There is a laid-back culture in this mountain air that attracts players of all levels. Tom Fazio, who is renowned as the golf course architect of more than 120 courses worldwide, is a part-time resident of western Carolina and a frequent local player. The designer of both the Mountaintop and Wade Hampton golf courses, he and his wife are partial to Mountaintop which allows family dogs to ride along on a round. Their dog Maggy frequently accompanies them and avails herself of the dog treats that are available at the course's comfort stations.
The setting here allows golfers to get up close and personal with all sorts of wildlife as well. Golfers at the Country Club of Sapphire Valley remember the year that a mother bear and her cubs took up residence in a covered cart bridge on the sixth hole. After several heart-stopping encounters with golfers, the mama bear was “nudged” to a more remote area by a team of maintenance staffers.

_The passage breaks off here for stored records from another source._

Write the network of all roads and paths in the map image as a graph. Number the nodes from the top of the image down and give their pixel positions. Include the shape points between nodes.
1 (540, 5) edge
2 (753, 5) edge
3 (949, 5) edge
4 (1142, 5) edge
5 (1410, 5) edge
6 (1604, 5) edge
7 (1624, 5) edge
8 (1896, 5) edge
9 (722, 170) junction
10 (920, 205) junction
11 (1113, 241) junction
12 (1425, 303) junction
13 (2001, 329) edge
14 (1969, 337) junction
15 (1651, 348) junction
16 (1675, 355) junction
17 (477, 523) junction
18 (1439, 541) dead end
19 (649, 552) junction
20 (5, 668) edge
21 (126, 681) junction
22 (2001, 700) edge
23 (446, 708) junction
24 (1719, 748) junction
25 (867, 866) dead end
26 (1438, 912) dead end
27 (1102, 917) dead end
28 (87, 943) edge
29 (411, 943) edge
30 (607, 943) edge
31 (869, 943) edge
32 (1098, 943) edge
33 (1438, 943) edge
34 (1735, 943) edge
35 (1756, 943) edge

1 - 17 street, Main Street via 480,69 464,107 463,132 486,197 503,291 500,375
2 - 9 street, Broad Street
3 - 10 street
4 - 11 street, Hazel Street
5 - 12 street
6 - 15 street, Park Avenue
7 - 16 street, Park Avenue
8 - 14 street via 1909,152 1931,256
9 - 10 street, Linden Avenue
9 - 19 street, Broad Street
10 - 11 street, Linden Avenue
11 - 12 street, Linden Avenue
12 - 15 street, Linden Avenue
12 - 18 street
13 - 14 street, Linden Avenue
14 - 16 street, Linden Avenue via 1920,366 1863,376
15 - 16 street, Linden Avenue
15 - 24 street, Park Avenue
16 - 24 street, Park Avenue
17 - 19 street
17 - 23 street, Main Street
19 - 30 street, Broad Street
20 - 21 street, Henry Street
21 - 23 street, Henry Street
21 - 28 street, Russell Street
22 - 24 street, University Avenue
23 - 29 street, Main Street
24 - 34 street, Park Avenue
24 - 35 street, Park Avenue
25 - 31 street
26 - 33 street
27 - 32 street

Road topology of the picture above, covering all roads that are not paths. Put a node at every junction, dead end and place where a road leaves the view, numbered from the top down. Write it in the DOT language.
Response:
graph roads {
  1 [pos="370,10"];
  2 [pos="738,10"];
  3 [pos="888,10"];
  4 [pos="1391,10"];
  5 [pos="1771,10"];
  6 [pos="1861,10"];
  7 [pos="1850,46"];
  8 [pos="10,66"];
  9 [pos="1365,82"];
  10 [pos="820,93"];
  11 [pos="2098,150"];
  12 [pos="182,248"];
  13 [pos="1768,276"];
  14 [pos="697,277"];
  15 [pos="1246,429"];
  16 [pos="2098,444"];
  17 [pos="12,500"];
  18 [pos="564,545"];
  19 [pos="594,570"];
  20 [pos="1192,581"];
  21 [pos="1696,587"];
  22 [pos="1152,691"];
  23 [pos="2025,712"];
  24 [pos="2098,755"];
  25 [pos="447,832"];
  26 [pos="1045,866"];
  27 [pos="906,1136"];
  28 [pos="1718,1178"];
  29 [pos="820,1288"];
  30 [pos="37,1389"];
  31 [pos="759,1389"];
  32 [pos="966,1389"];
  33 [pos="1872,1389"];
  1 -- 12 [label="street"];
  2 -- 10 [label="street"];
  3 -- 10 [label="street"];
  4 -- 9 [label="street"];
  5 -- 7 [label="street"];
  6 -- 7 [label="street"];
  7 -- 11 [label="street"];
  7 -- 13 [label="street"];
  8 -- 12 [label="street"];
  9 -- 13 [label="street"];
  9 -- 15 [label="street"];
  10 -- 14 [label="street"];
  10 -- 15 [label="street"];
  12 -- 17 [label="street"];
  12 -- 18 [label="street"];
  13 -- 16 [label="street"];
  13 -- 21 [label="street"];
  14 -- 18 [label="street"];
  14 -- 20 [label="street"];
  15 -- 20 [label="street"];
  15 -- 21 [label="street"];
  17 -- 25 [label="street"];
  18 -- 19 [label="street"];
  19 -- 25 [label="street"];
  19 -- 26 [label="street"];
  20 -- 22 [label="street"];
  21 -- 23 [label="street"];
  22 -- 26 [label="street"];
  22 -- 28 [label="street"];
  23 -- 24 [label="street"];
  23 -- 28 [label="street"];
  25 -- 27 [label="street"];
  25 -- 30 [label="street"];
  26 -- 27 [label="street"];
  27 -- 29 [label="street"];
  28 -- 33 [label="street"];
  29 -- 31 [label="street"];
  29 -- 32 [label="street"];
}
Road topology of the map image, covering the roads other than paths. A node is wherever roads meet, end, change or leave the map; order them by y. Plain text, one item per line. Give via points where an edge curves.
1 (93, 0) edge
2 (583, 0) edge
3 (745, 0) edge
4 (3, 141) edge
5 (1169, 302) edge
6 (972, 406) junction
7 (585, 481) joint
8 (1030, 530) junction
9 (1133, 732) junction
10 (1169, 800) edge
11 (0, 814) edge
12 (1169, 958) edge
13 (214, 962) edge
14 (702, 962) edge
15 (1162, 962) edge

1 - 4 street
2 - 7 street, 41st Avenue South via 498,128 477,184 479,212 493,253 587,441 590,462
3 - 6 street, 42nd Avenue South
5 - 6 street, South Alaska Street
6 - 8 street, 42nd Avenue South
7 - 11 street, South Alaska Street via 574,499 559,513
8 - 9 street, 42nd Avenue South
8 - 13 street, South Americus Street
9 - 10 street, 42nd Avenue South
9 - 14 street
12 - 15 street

For years, there were sightings of a three-legged bear called “Tripod” by the locals, and area golfers experience the occasional sightings of deer, bobcats, and turkeys. A sun-worshipping garter snake hung out on the same drainage pipe day after day one season, to the point that he came to be known as Freddie.
People like me, as well as the good golfers, find pleasure in the “good walk spoiled” as John Feinstein famously wrote in his book of the same name.
For someone new to the Plateau, there are numerous golf venues. The immediate area features 15 golf courses, three of which are public. The public courses are all different but together can provide an overview of the special nature of mountain golf.
v The oldest is High Hampton, recently purchased by Daniel Communities, which is planning an extensive upgrade of the golf course-among other major improvements. A fun local legend explains the fact that for years the golf course had only 11 holes. The story goes that a previous owner, E.L. McKee, got the bill for those first 11 holes, was shocked by it, and cut off the project there. It would be decades before the other seven holes were added. High Hampton boasts some recent color, too, as the television version of the classic Dirty Dancing was filmed there in 2016, and many people on the staff were enlisted as extras.
v Sapphire National Country Club offers a true traditional mountain golf experience. Rated four and-a-half stars by Golf Digest, the course showcases mountains, valleys, and waterfalls and a memorable fifteenth hole island green.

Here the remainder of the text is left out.